ScoobyDoobyDoo said:


> for yields a vertical stadium or colisseum grow is the most efficient i have seen to date. no one can pull close to 2gpw with a horizontal bulb (more like 1.5gpw MAX). with a vertical colisseum i have seen people pull 2.5gpw. you are using more than triple the footprint as a horizontal bulb when you hang the bulb vertically and surround it with plants.


And like I and the other guy tried to explain, no one ever does the math on this. The Horizontal has at least TWICE the lumens in that smaller area.

Here is a simple scenario involving inverse square law.
Same light bulb. Same distance from plant. Lets say 100,000 lumens measured at 12" from the bulb with no reflector and the plants are 12" from the light.Also allow for light to fully penetrate and ignore vegetation in both scenarios.

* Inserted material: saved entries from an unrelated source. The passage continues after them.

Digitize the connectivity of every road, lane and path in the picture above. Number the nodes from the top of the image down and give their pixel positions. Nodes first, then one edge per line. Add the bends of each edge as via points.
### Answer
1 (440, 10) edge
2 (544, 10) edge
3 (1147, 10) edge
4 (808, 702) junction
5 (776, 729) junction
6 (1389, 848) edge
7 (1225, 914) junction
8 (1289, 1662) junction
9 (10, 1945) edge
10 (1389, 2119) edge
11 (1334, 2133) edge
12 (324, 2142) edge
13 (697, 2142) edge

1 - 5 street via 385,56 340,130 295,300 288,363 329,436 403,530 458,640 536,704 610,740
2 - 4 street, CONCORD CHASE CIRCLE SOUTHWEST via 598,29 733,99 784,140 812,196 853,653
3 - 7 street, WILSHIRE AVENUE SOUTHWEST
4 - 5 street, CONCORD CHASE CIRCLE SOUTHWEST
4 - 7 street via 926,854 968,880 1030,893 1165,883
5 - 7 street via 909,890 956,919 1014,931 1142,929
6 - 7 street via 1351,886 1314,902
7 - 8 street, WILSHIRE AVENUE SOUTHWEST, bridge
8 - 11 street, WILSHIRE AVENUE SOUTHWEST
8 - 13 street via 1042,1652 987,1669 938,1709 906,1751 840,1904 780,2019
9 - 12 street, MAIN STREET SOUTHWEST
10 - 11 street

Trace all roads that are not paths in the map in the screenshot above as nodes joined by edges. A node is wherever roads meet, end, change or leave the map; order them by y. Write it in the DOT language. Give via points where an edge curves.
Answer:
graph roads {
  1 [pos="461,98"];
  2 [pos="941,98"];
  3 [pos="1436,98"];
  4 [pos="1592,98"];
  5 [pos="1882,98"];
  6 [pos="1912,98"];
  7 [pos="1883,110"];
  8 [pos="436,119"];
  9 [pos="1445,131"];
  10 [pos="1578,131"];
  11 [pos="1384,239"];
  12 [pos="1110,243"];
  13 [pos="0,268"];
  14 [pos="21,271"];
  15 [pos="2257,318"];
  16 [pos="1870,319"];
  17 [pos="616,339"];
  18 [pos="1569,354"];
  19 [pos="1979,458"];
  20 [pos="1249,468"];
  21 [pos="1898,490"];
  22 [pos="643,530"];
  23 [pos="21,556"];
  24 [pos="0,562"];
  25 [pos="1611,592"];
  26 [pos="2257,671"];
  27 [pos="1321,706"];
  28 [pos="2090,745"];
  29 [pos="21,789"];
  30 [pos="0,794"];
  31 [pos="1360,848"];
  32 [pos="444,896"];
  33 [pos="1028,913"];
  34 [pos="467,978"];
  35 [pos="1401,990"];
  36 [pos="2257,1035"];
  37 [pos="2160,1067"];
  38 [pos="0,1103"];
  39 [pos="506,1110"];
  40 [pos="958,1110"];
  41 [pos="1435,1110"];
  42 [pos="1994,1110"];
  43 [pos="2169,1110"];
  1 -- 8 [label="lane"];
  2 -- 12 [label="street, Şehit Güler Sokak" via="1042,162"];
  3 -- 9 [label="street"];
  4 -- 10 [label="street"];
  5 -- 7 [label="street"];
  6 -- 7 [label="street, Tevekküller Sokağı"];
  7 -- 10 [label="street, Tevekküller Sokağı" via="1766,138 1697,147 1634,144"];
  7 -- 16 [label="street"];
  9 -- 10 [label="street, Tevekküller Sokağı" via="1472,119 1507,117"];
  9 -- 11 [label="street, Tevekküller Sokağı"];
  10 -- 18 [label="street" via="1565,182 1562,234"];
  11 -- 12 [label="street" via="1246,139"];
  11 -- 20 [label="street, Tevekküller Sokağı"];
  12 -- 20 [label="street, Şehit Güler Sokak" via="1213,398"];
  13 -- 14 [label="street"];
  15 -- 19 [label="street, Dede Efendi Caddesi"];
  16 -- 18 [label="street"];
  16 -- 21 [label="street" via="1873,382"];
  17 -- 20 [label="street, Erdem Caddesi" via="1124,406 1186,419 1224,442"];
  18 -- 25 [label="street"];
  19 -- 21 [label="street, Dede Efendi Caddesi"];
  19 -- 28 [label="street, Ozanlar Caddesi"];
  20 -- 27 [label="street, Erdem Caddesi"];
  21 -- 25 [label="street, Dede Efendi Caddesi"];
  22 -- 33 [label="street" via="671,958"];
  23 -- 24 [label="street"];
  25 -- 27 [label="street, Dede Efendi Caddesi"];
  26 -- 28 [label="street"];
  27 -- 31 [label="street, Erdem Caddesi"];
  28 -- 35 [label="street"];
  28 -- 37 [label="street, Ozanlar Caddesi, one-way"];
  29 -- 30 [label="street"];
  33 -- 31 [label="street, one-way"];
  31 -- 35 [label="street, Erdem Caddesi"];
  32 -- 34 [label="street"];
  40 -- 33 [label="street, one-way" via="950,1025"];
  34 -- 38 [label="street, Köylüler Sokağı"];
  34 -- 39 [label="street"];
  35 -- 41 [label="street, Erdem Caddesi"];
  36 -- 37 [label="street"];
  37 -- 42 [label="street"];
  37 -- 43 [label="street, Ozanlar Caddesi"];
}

Vertical - closest part of plant gets full 100,000 lumens, 1 ft deep into the width of the plant gets 25,000 lumens, 2 ft deep into the width of the plant gets 6,000 lumens
Horizontal + reflector that is just flat. So the tip of the plant is getting ~180,000 lumens with the best reflectivity hood. 1 ft down gets 45,000 lumens 2ft down gets 12,000 lumens 

Notice how having even a flat reflector doubles the penetration? Most reflectors are more closer to 120 degrees so you get even better penetration.

And that's the trade-off.

Less lumens over more area, or more lumens in a smaller area.

You could argue the reflector causes a loss in lumens, but planting verticly leaves more 'holes' at the top of the plants for light to just pass through to the wall as well. SOG/SCRog is fairly efficient in canopy space and not letting light pass through to the floor. And yes I have seen vertical SOG/SCrog done to maximize this. 

Think about leaf orientation as well. The leaf can roll a little bit to become more perpendicular with the light, but horizontaly it can be mostly perpendicular to have the most surface area possible exposed when the light is above and use that energy for other things.

There are too many variables between growers to say that their light orientation is the reason they yield more.


----------



## ScoobyDoobyDoo (Jun 17, 2012)

Opm said:


> And like I and the other guy tried to explain, no one ever does the math on this. The Horizontal has at least TWICE the lumens in that smaller area.
> 
> Here is a simple scenario involving inverse square law.
> Same light bulb. Same distance from plant. Lets say 100,000 lumens measured at 12" from the bulb with no reflector and the plants are 12" from the light.Also allow for light to fully penetrate and ignore vegetation in both scenarios.
> ...


look, first off...you're argument doesn't mean anything. i'm not trying to be a dick here but you are talking up and down about "lumens." please go and google the definition of a lumen. it is the measurement of light visible to the human eye. it means ABSOLUTELY nothing when it comes to growing plants. the lighting variables and measurements you should be concerned with are PAR value, footcandles (fc), and spectrum. the only reason lumens are even reported on these bulbs is because before they were used for growing that was the manner in which they needed to be measured; what was visible to the HUMAN eye.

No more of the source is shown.